5. Deuterium Labelled Sirolimus: Synthesis and Assessment as Internal Standard in a New LC/MS/MS Method
Tue 12:12 PM - PosterSplash Track 1
Kun-Young Sohn
McMaster University
Kun-Young Sohn and Johannes Zeidler.

Department of Pathology and Molecular Medicine, McMaster University, 1280 Main Street West, Hamilton, Ontario L8S4L8, Canada
We report 1) a new method to quantitate the immunosuppressant drug Sirolimus, 2) the feasibility of preparing deuterated Sirolimus (Sirolimus-d3) in a clinical lab and 3) improved accuracy and precision with Sirolimus-d3 vs Ascomycin as internal standard in LC/MS/MS.

1) Sirolimus was enriched from whole blood by solid phase extraction after protein precipitation with ZnSO4 and acetonitrile and quantified with a Varian 1200L triple quadrupole LC/MS/MS system as ammonium adduct by a step gradient elution from a C18 guard column.

2) Sirolimus-d3 was prepared from unlabeled Sirolimus in one overnight step. The reaction can easily be performed by non-chemists in analytical labs. The product costs much less than the now commercially available deuterated drug and can be used without purification as internal standard.

3) The performance of Sirolimus-d3 as internal standard was compared to that of Ascomycin. All patient, quality control and proficiency samples submitted to analysis during 2008 were extracted after addition of Ascomycin and Sirolimus-d3. Data were collected for both internal standards, but only Sirolimus-d3 was used for reporting patient results. The comparison showed three main outcomes: A) Patient results were not significantly different on average with Ascomycin vs Sirolimus-d3. B) Precision and accuracy of quality control samples at three concentrations were much better with Sirolimus-d3 than with Ascomycin. A combined proportional and constant bias of opposite signs were found when comparing ascomycin with Sirolimus-d3. C) International proficiency testing results calculated with Sirolimus-d3 were consistently higher and gave an accuracy of 87% of the method mean compared to 66% with Ascomycin.

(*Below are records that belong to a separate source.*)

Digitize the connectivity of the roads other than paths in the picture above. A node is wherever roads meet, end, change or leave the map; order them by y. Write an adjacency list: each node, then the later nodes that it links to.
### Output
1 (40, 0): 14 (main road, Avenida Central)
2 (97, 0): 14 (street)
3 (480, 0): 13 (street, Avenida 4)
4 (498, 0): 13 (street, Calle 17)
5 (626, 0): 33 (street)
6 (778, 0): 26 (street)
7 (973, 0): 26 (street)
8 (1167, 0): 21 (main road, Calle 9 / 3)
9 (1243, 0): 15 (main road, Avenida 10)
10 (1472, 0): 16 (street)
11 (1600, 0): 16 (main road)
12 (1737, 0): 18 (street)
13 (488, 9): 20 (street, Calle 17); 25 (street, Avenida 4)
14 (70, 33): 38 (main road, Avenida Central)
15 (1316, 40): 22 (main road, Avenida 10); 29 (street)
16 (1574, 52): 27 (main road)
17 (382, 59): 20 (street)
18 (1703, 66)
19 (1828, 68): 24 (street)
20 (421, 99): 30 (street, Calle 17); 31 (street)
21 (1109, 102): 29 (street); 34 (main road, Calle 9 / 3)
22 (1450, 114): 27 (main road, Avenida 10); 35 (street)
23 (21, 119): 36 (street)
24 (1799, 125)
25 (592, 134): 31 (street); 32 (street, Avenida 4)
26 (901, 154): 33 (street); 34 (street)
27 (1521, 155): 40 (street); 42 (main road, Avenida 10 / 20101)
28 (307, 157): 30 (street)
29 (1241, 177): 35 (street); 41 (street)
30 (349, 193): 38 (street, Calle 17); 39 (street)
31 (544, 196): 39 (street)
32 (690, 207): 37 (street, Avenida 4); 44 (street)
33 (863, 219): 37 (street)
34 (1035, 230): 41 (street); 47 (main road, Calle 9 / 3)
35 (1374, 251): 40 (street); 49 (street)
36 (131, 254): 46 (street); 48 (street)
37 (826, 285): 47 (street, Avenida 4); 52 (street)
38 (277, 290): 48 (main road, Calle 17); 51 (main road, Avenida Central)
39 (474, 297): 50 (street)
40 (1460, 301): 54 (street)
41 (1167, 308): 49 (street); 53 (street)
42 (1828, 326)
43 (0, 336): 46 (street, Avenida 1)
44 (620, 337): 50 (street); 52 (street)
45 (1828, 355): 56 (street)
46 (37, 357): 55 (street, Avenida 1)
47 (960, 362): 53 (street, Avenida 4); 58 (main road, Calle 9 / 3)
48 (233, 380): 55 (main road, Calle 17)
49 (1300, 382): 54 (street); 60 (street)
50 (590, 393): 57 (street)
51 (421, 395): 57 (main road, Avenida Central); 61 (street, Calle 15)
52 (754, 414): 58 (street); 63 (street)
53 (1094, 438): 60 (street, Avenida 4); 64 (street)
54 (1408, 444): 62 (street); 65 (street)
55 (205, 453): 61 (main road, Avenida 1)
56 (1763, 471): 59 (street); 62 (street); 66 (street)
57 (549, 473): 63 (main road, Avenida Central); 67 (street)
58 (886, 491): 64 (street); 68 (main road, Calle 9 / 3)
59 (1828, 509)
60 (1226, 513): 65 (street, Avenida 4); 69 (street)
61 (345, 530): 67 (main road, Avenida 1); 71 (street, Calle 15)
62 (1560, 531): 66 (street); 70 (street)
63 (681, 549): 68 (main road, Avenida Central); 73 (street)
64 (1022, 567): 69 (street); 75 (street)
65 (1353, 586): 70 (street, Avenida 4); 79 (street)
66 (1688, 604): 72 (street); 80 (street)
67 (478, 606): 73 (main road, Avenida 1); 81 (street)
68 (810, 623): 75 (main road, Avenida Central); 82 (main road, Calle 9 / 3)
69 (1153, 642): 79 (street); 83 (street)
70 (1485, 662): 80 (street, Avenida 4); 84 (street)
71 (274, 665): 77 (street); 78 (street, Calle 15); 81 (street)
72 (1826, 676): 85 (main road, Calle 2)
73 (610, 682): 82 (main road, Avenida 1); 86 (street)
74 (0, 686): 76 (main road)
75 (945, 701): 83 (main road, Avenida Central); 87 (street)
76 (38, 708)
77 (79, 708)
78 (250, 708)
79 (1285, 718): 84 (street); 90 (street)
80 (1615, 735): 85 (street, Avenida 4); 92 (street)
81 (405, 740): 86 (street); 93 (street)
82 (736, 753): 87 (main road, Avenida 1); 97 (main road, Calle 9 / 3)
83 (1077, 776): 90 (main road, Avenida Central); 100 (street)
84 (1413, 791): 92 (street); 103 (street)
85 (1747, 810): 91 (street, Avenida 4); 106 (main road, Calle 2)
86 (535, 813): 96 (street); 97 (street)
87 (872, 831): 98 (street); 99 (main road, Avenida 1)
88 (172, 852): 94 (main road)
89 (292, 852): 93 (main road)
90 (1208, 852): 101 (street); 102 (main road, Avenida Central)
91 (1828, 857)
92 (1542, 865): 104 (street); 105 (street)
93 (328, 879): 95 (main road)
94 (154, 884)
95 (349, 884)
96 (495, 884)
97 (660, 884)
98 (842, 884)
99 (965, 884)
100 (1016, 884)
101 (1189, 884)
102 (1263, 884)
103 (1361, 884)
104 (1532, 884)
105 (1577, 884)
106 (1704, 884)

Summary: We show for the first time that the deuterated internal standard Sirolimus-d3 can easily and inexpensively be prepared without a synthetic chemistry laboratory according to a published procedure. Our in-house LC/MS/MS method for the quantitation of Sirolimus in whole blood showed better precision and accuracy with Sirolimus-d3 as internal standard than with ascomycin in quality control and proficiency samples. For patient samples no difference in accuracy was apparent between the two internal standards. Matrix effects in LC/MS/MS can be different for patient samples, quality control samples and proficiency testing samples.